#### YOUR OBJECTIVE:
Your reply should reproduce each entry exactly and contain no pictures.

***** SUPPLIED DATA

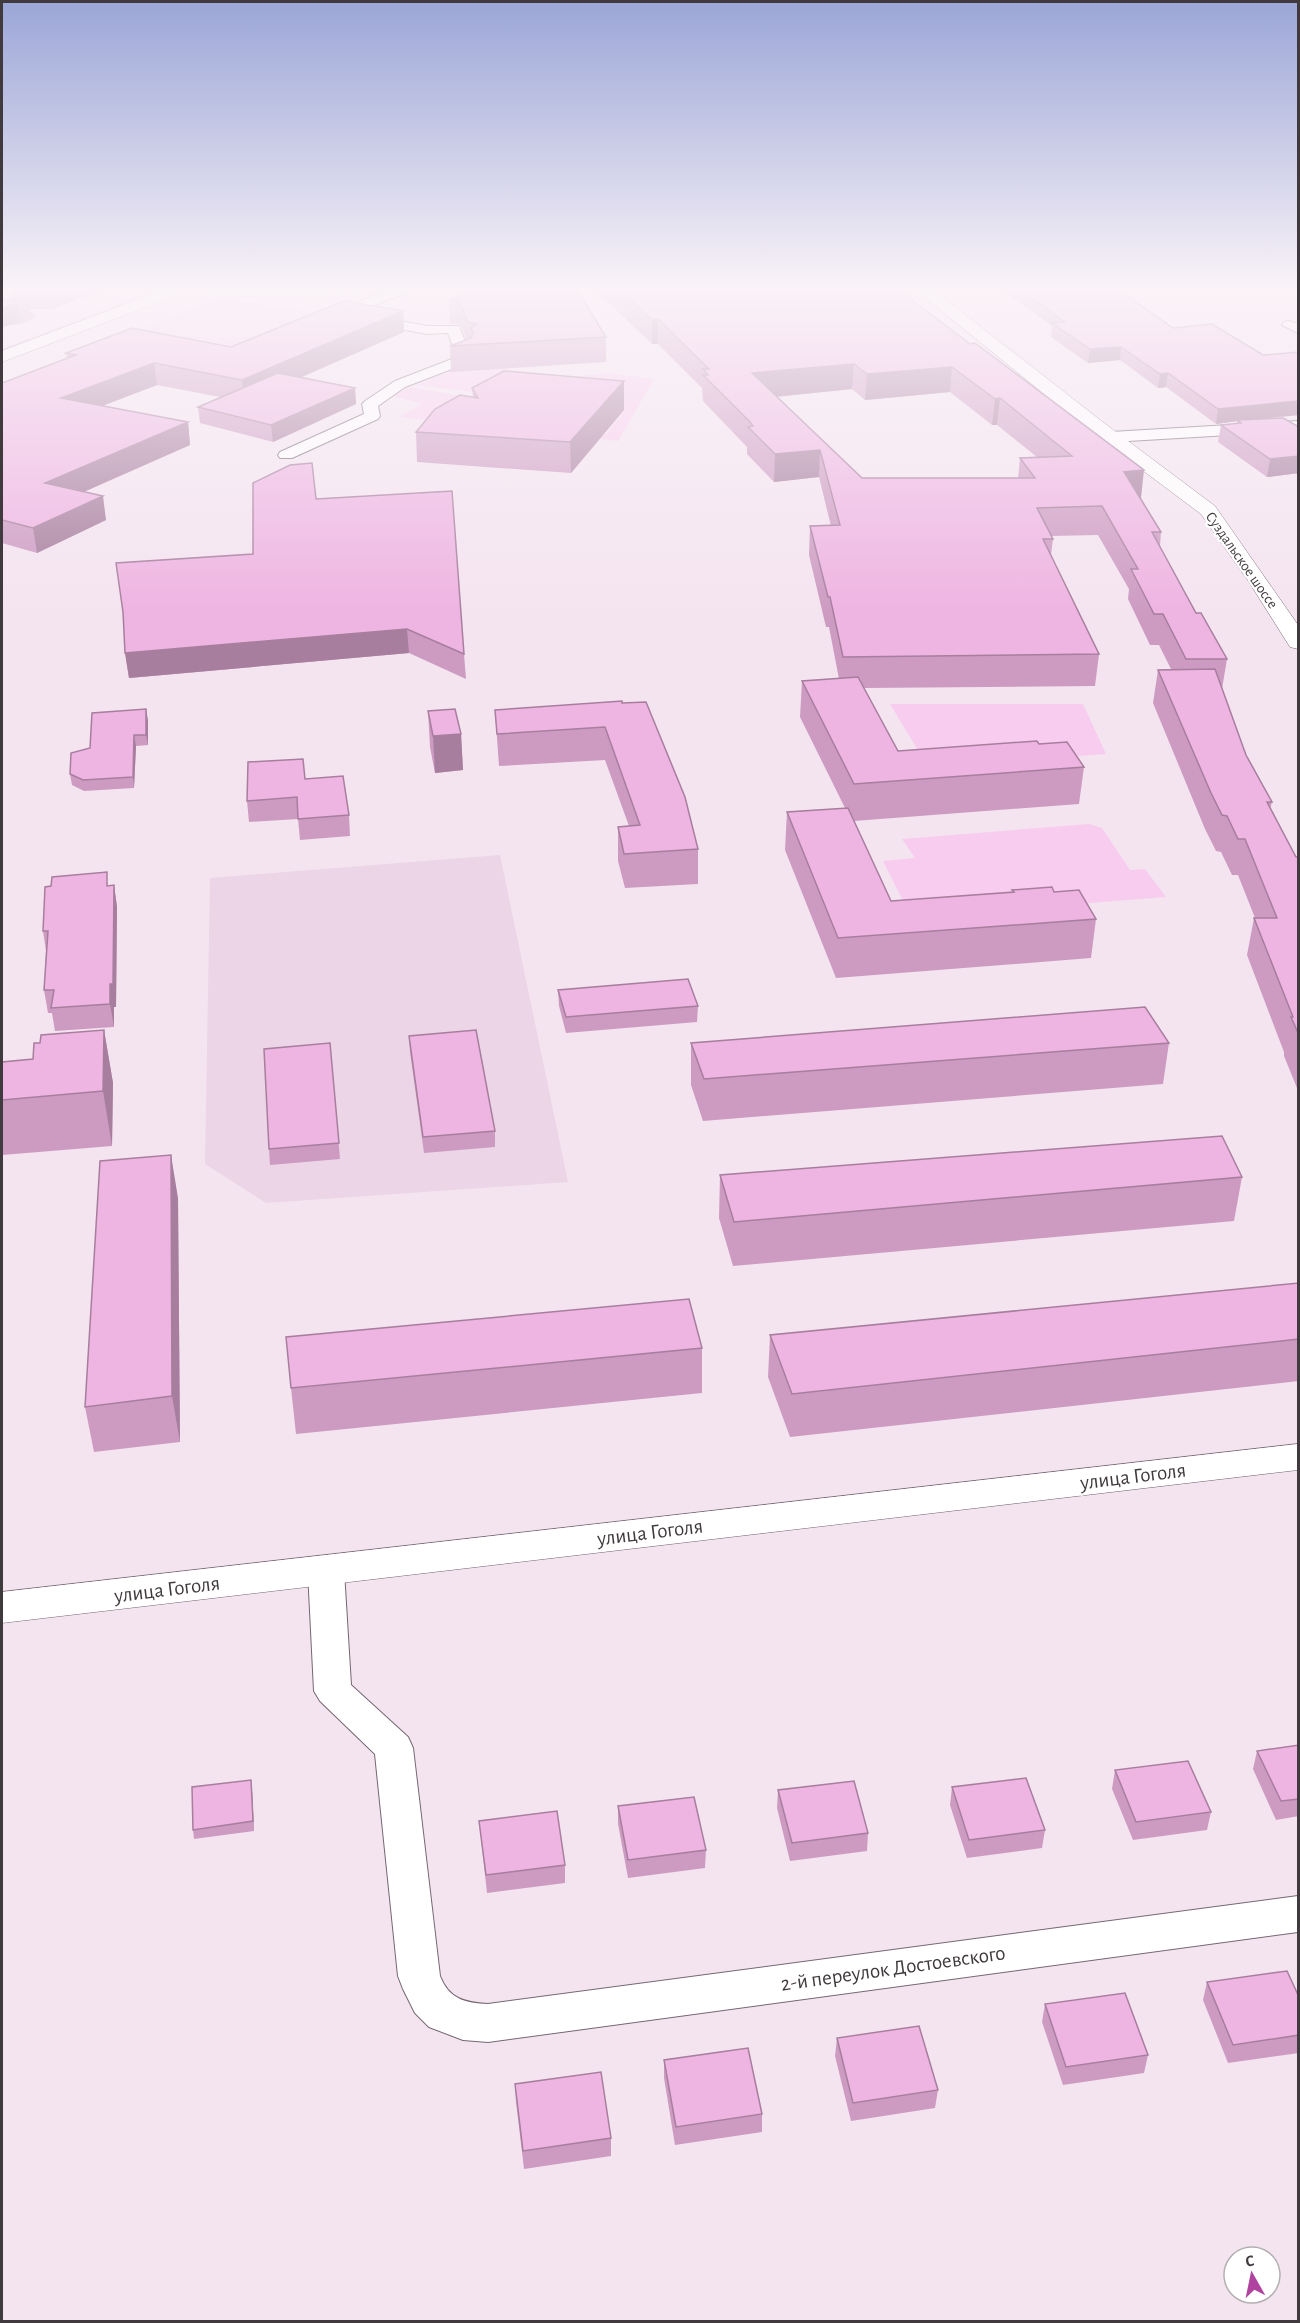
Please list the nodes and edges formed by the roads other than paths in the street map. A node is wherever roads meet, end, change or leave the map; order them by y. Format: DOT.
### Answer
graph roads {
  1 [pos="381,396"];
  2 [pos="1059,396"];
  3 [pos="1299,426"];
  4 [pos="1111,437"];
  5 [pos="286,455"];
  6 [pos="1299,642"];
  7 [pos="1299,1457"];
  8 [pos="326,1570"];
  9 [pos="2,1608"];
  10 [pos="1299,1914"];
  1 -- 5 [label="street"];
  2 -- 4 [label="main road, Суздальское шоссе"];
  3 -- 4 [label="street"];
  4 -- 6 [label="main road, Суздальское шоссе"];
  7 -- 8 [label="main road, улица Гоголя"];
  8 -- 9 [label="main road, улица Гоголя"];
  8 -- 10 [label="street, 2-й переулок Достоевского"];
}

**********

#### YOUR RESPONSE:
Please list the nodes and edges formed by the roads other than paths in the street map. A node is wherever roads meet, end, change or leave the map; order them by y. Format: DOT.
### Answer
graph roads {
  1 [pos="381,396"];
  2 [pos="1059,396"];
  3 [pos="1299,426"];
  4 [pos="1111,437"];
  5 [pos="286,455"];
  6 [pos="1299,642"];
  7 [pos="1299,1457"];
  8 [pos="326,1570"];
  9 [pos="2,1608"];
  10 [pos="1299,1914"];
  1 -- 5 [label="street"];
  2 -- 4 [label="main road, Суздальское шоссе"];
  3 -- 4 [label="street"];
  4 -- 6 [label="main road, Суздальское шоссе"];
  7 -- 8 [label="main road, улица Гоголя"];
  8 -- 9 [label="main road, улица Гоголя"];
  8 -- 10 [label="street, 2-й переулок Достоевского"];
}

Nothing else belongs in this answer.